From the records below, please return each line that holds the word "bridge".

Top of Provided records

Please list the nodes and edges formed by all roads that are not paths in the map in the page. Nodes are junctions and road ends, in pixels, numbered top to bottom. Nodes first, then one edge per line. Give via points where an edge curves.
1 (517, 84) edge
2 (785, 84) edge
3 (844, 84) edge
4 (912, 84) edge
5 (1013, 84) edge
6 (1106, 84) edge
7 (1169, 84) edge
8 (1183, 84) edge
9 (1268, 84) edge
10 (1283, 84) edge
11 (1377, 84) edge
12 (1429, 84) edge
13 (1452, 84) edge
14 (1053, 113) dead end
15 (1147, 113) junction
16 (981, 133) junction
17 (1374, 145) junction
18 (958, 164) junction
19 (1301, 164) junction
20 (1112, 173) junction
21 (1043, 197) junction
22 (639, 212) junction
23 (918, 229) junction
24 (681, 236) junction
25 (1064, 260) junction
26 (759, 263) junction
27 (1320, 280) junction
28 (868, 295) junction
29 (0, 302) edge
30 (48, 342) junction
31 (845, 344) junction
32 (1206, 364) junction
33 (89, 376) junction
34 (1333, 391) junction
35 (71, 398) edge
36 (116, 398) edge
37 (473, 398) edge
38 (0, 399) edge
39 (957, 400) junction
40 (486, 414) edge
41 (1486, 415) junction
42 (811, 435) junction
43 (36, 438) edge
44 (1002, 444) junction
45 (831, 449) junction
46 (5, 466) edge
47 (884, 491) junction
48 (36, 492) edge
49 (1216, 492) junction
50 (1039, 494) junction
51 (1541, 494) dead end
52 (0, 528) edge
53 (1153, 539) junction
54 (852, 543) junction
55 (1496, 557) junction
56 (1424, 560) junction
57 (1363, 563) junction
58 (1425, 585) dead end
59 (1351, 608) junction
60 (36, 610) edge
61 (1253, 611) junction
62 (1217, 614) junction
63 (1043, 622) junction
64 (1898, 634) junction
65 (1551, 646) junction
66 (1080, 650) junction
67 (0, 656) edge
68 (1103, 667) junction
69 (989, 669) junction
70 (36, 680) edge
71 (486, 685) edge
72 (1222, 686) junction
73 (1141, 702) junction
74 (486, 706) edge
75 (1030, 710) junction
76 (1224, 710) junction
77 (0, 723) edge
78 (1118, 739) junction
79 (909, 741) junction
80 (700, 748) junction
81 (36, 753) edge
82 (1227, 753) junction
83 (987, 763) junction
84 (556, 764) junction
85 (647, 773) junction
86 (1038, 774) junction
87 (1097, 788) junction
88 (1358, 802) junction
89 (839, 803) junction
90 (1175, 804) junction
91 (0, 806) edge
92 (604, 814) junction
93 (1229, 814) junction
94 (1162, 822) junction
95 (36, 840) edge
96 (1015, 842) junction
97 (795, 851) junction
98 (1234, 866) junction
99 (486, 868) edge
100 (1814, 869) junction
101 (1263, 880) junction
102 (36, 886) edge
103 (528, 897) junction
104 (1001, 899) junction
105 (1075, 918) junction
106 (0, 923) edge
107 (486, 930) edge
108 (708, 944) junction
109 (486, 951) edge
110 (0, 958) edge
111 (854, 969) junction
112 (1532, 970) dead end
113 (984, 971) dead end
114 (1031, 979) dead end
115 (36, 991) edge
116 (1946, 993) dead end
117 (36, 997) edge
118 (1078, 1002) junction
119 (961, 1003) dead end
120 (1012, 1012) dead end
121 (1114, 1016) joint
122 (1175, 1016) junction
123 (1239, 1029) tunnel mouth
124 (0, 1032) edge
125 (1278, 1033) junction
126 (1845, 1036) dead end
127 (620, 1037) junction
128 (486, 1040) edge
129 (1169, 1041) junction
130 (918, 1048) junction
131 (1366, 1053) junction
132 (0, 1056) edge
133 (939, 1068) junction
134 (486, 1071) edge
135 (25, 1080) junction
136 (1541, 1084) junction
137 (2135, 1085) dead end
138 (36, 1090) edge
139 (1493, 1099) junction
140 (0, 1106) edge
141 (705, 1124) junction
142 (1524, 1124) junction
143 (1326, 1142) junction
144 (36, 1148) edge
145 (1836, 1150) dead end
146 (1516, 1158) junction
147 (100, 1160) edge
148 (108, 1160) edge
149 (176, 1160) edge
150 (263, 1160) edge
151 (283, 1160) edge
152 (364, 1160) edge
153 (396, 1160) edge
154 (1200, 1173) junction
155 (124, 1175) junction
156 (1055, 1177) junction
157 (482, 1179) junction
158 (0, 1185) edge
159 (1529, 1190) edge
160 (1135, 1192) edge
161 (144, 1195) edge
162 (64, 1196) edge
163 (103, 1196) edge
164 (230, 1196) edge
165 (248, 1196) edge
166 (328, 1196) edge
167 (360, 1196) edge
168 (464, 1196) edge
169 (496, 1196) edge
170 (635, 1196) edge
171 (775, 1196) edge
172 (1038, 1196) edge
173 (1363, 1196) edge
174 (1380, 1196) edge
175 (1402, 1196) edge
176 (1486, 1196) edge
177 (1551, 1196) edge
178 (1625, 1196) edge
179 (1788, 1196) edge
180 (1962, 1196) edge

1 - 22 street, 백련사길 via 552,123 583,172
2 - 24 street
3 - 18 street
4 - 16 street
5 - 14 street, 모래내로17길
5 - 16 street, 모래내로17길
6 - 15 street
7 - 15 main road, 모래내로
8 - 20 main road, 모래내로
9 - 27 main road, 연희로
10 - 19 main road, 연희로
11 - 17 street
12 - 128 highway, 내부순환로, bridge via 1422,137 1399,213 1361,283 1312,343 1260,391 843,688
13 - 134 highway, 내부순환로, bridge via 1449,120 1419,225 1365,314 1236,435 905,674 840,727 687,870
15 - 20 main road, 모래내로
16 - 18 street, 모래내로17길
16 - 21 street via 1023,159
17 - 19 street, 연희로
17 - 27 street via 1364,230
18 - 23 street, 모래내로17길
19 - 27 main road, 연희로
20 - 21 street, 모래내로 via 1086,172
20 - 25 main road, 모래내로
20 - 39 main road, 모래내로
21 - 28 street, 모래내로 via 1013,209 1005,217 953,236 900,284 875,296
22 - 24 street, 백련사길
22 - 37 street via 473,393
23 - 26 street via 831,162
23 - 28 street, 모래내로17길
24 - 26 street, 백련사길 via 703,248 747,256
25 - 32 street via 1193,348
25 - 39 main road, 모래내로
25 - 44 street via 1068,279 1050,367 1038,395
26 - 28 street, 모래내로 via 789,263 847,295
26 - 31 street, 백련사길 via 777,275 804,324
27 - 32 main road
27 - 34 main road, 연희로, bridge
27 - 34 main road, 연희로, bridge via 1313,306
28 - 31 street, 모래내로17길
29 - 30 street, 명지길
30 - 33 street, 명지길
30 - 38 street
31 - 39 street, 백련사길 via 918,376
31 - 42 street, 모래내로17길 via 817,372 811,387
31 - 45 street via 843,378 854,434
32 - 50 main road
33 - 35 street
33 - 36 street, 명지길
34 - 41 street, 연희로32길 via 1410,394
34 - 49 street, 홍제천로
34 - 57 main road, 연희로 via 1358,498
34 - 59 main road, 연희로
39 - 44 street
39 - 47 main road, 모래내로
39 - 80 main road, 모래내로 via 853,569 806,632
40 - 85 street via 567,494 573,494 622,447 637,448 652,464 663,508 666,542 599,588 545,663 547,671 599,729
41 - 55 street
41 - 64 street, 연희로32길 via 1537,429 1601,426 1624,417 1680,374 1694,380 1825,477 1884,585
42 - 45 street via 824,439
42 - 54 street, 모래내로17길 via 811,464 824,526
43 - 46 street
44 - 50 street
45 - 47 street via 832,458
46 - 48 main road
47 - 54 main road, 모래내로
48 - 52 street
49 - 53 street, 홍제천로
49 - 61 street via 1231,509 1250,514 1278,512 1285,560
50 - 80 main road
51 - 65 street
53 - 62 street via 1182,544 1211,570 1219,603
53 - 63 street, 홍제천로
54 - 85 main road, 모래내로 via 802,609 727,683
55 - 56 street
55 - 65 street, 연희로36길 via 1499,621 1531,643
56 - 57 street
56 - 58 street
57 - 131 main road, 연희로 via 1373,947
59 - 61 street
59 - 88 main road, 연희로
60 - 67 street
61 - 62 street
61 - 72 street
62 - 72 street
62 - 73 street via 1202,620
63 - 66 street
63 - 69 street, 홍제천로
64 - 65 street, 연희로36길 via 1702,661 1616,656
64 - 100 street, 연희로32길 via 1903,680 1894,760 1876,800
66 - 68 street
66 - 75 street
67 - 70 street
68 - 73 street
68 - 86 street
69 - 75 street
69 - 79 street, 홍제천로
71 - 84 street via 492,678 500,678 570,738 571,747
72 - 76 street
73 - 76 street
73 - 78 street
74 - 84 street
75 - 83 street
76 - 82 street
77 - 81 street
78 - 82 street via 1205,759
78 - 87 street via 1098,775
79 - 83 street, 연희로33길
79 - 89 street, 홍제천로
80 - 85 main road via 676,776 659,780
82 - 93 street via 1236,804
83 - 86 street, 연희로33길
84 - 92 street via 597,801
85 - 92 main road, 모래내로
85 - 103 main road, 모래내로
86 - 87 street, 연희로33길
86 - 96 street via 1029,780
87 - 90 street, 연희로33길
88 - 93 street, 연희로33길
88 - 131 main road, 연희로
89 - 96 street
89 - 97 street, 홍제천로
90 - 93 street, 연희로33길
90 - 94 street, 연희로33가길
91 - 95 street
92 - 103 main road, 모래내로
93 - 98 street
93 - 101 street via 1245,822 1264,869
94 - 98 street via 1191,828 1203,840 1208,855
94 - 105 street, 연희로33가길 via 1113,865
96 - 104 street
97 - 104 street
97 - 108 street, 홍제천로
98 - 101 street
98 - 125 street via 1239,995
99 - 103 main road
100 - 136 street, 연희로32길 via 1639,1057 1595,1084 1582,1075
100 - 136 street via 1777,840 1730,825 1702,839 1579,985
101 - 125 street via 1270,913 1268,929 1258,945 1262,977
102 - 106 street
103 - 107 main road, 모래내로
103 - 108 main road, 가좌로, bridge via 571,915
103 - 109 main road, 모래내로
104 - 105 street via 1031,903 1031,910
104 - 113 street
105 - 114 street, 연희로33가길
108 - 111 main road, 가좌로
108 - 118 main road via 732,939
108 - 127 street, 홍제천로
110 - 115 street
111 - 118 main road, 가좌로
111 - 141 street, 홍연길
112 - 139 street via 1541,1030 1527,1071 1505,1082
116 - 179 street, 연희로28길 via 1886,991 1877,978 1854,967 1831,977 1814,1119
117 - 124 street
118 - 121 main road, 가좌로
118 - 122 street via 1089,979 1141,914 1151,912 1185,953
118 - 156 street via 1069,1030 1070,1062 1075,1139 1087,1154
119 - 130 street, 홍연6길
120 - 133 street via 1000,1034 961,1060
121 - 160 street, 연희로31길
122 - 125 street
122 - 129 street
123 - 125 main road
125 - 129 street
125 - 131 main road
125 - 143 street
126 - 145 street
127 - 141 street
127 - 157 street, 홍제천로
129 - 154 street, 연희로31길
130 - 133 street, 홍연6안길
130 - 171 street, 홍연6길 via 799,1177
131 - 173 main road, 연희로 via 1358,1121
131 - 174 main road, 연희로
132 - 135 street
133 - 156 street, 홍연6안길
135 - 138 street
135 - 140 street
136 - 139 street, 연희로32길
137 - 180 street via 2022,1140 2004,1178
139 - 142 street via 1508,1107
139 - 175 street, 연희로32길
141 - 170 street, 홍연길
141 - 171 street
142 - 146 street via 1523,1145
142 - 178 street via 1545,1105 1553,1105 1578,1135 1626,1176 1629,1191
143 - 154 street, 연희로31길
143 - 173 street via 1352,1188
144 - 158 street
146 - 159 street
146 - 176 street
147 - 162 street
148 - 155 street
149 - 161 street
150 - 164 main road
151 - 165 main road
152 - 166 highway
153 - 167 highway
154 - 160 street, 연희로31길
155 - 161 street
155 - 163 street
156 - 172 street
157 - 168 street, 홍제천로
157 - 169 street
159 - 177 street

Bottom of Provided records

Result of this task —
12 - 128 highway, 내부순환로, bridge via 1422,137 1399,213 1361,283 1312,343 1260,391 843,688
13 - 134 highway, 내부순환로, bridge via 1449,120 1419,225 1365,314 1236,435 905,674 840,727 687,870
27 - 34 main road, 연희로, bridge
27 - 34 main road, 연희로, bridge via 1313,306
103 - 108 main road, 가좌로, bridge via 571,915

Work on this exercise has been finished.